** Task details **
Return only the count of lines in the listing below where the word "screenshot" appears.

** Exercise data **
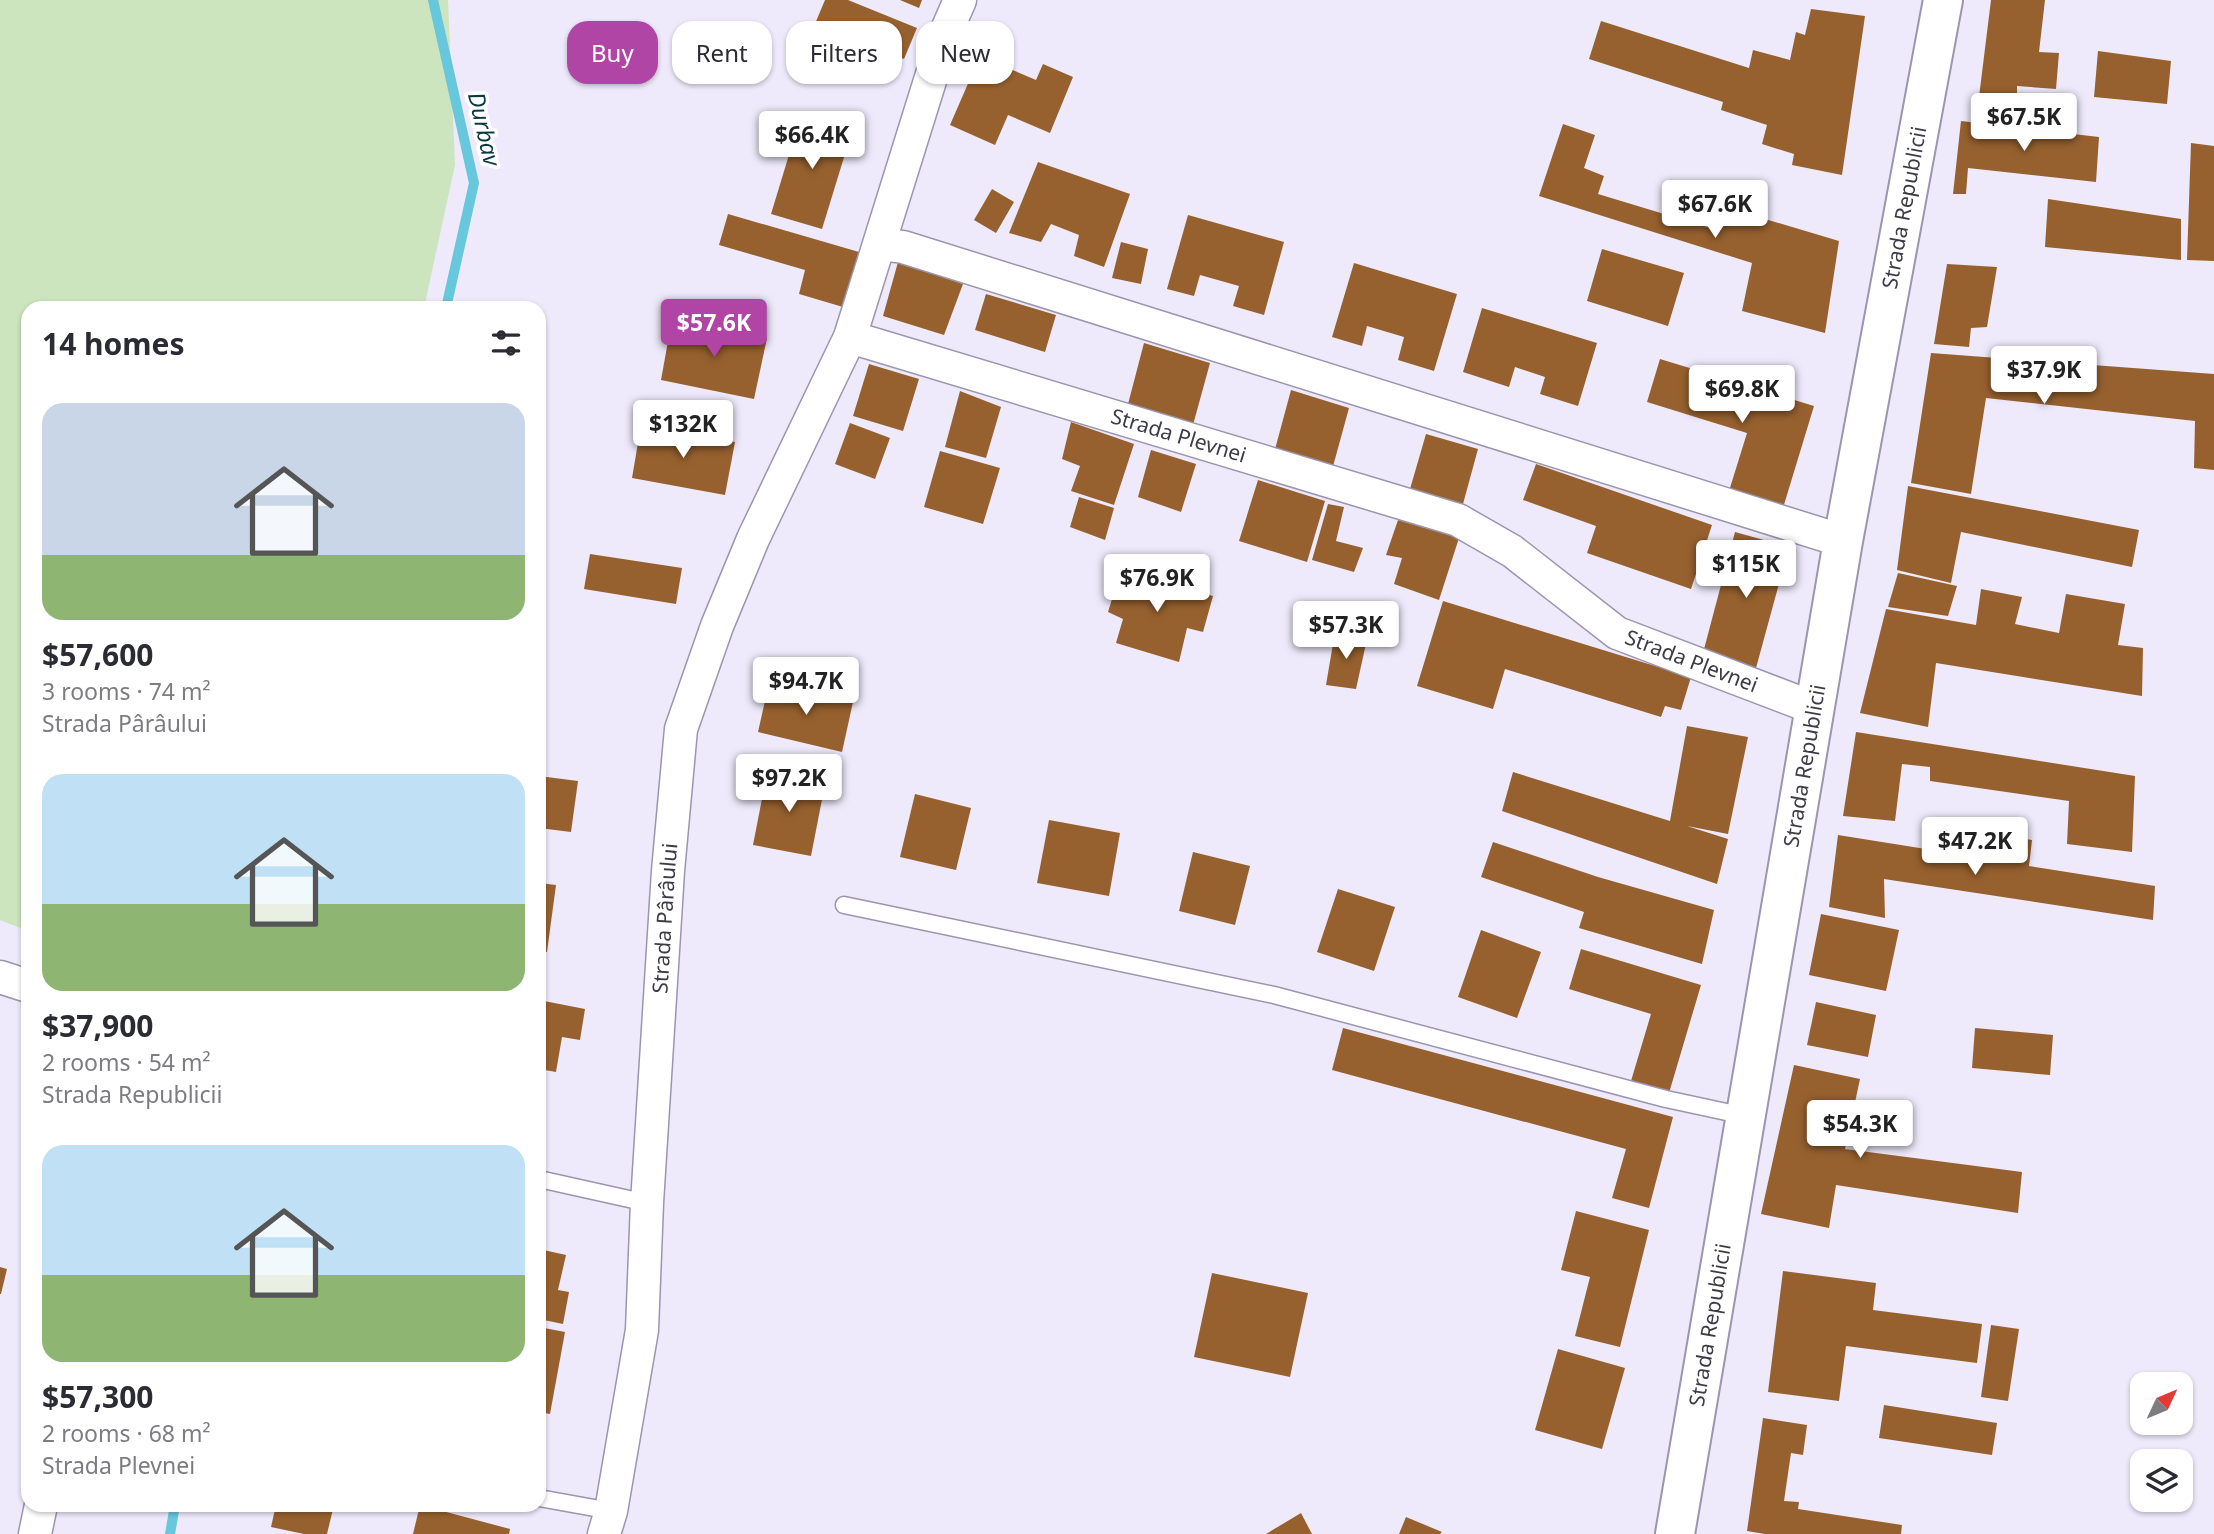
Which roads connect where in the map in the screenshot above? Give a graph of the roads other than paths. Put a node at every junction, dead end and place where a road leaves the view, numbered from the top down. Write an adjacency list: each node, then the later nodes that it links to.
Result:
1 (960, 0): 3 (street)
2 (1943, 0): 5 (main road, Strada Republicii)
3 (880, 244): 4 (street); 5 (street)
4 (850, 337): 6 (street, Strada Plevnei); 12 (street, Strada Pârâului)
5 (1843, 541): 6 (main road, Strada Republicii)
6 (1814, 708): 10 (main road, Strada Republicii)
7 (844, 905): 10 (lane)
8 (0, 977): 9 (street)
9 (21, 983)
10 (1745, 1116): 17 (main road, Strada Republicii)
11 (546, 1181): 12 (lane)
12 (647, 1203): 15 (street, Strada Pârâului)
13 (546, 1501): 15 (lane)
14 (40, 1512): 16 (street)
15 (607, 1523)
16 (35, 1534)
17 (1675, 1534)

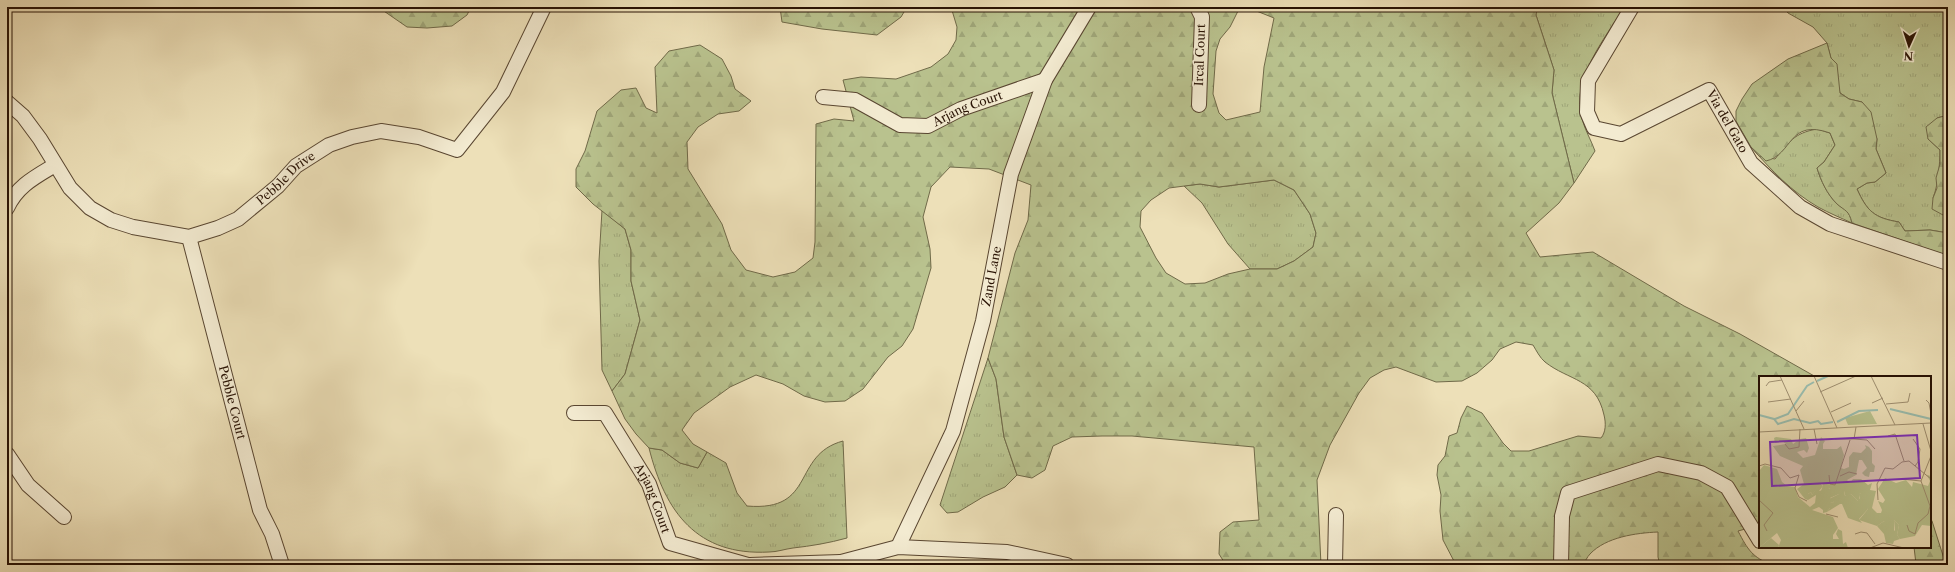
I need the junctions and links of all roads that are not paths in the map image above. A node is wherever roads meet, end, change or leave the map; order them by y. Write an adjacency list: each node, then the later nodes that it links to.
1 (544, 7): 11 (street, Pebble Drive)
2 (1089, 7): 5 (street, Zand Lane)
3 (1197, 7): 8 (street, Ircal Court)
4 (1632, 7): 12 (street, Via del Gato)
5 (1045, 80): 6 (street, Arjang Court); 18 (street, Zand Lane)
6 (823, 97)
7 (7, 102): 9 (street, Pebble Drive)
8 (1199, 105)
9 (55, 165): 10 (street); 11 (street, Pebble Drive)
10 (7, 208)
11 (189, 237): 20 (street, Pebble Court)
12 (1948, 263)
13 (574, 413): 21 (street, Arjang Court)
14 (7, 454): 16 (street)
15 (1336, 515): 23 (street)
16 (64, 517)
17 (1759, 539): 24 (street)
18 (898, 547): 19 (street, Arjang Court); 22 (street, Arjang Court)
19 (840, 564): 21 (street, Arjang Court)
20 (282, 565)
21 (749, 565)
22 (1067, 565)
23 (1335, 565)
24 (1561, 565)

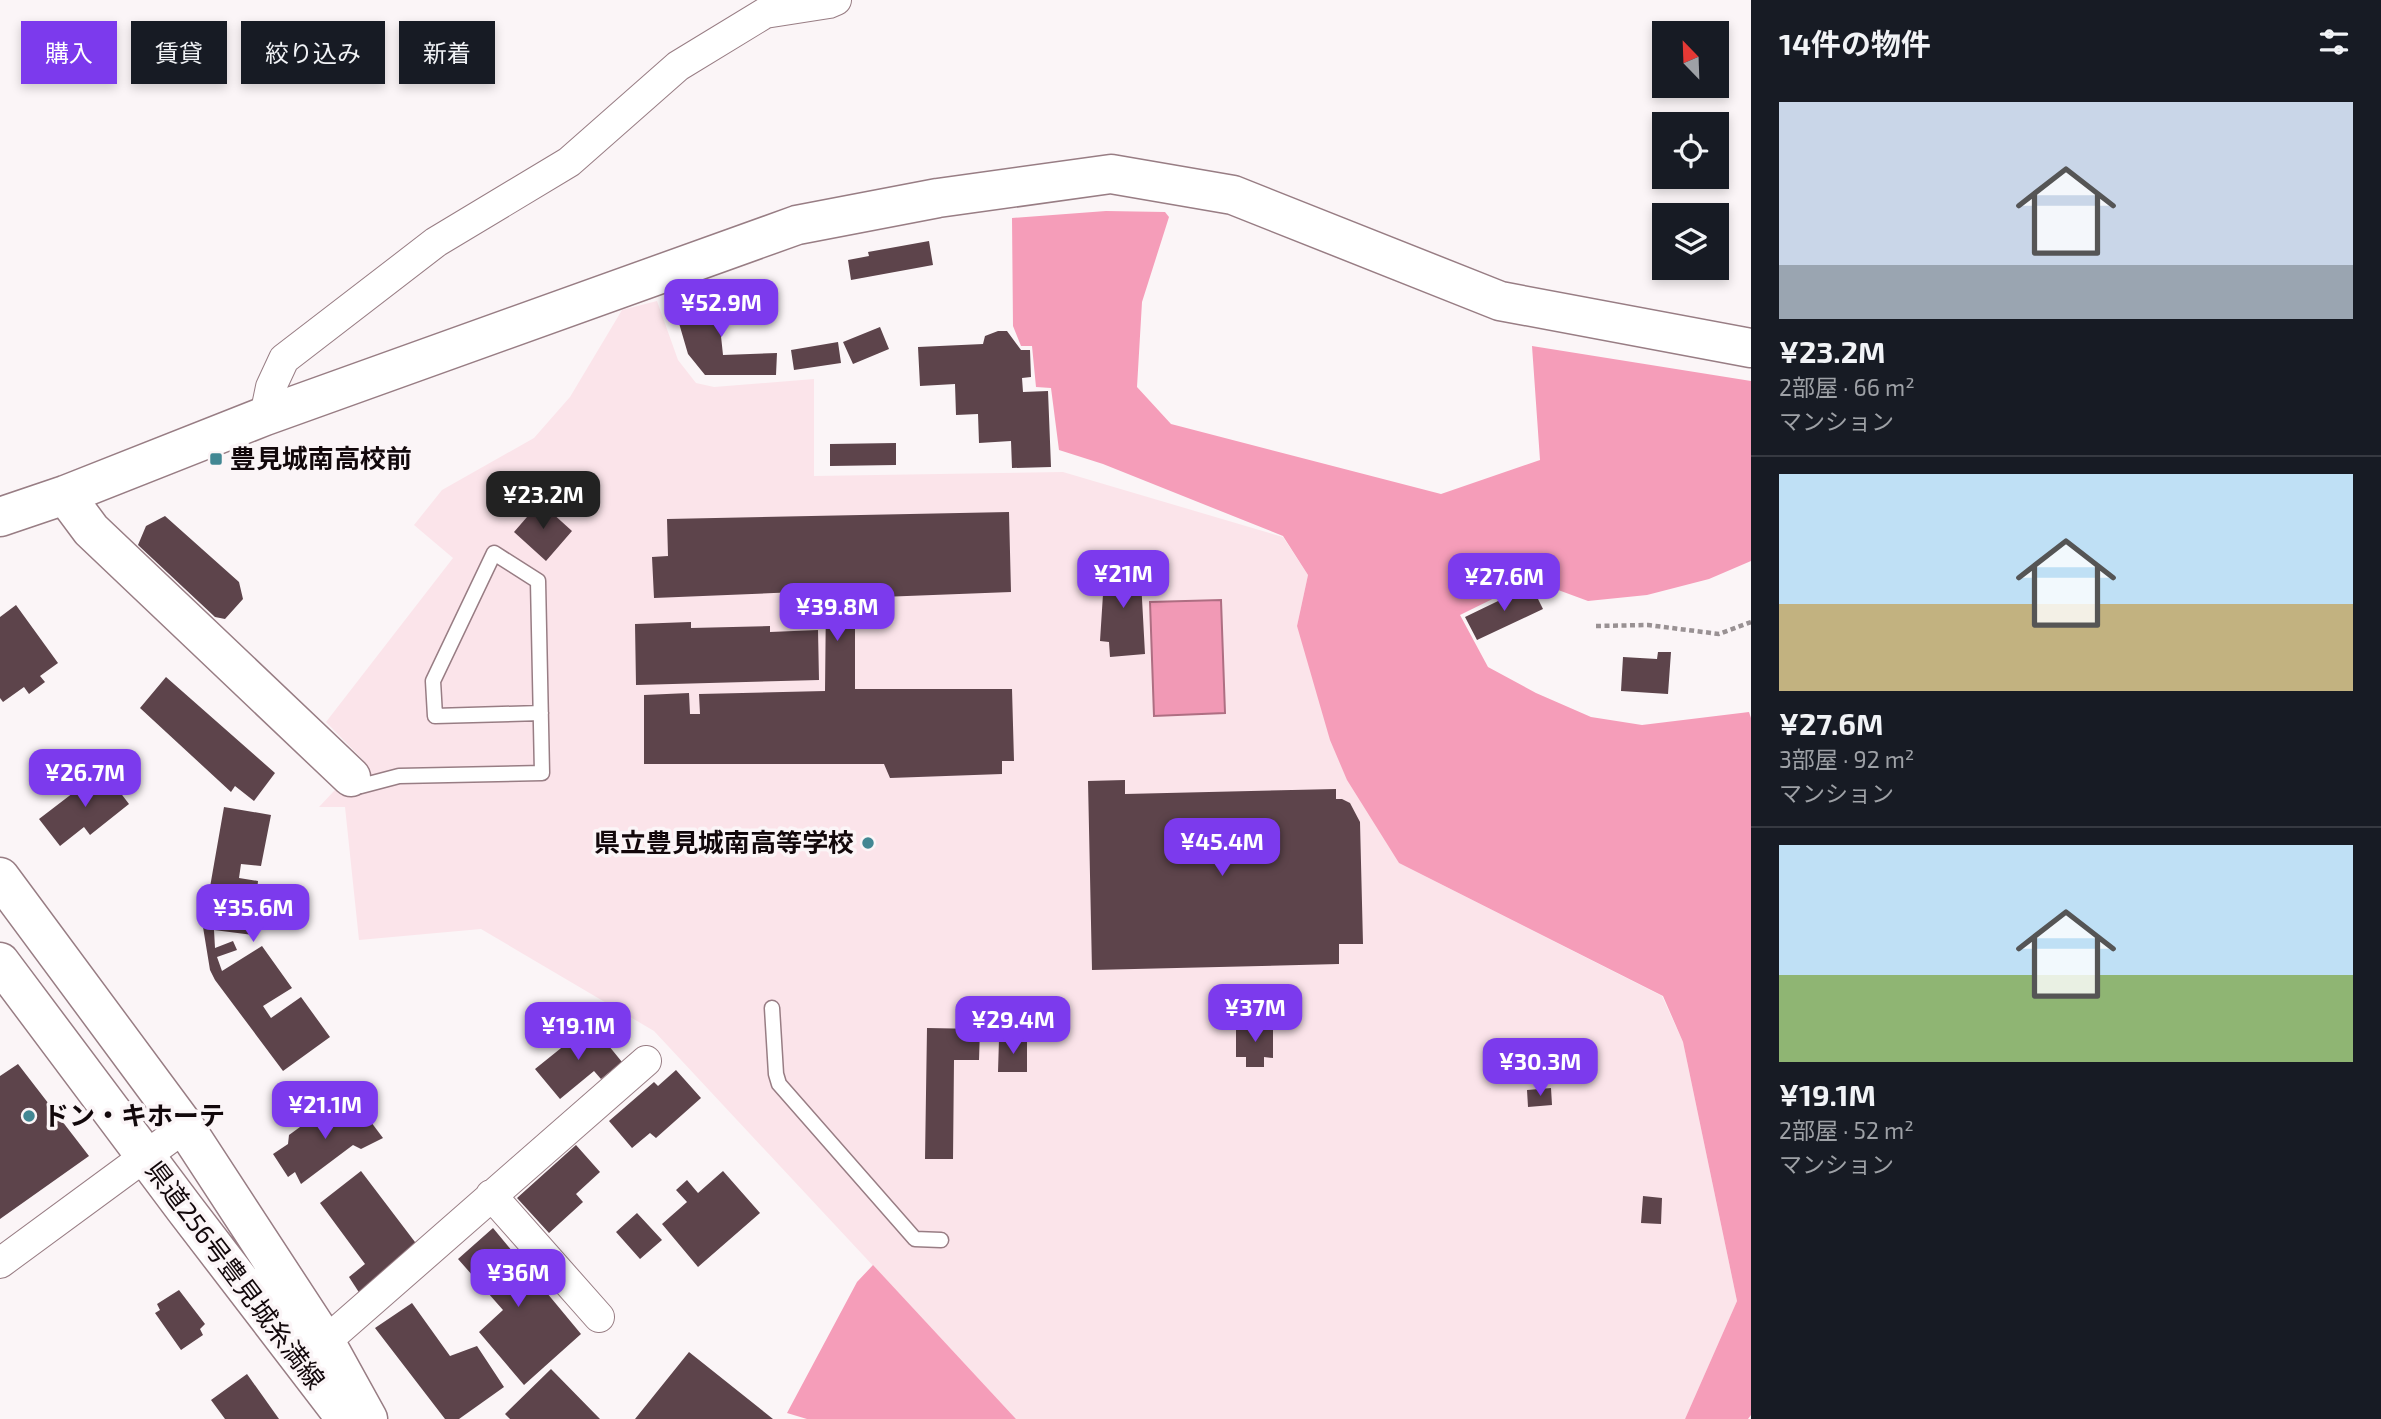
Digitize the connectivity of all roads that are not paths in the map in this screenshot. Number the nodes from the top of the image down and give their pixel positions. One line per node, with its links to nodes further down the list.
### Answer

** Exercise answer **
2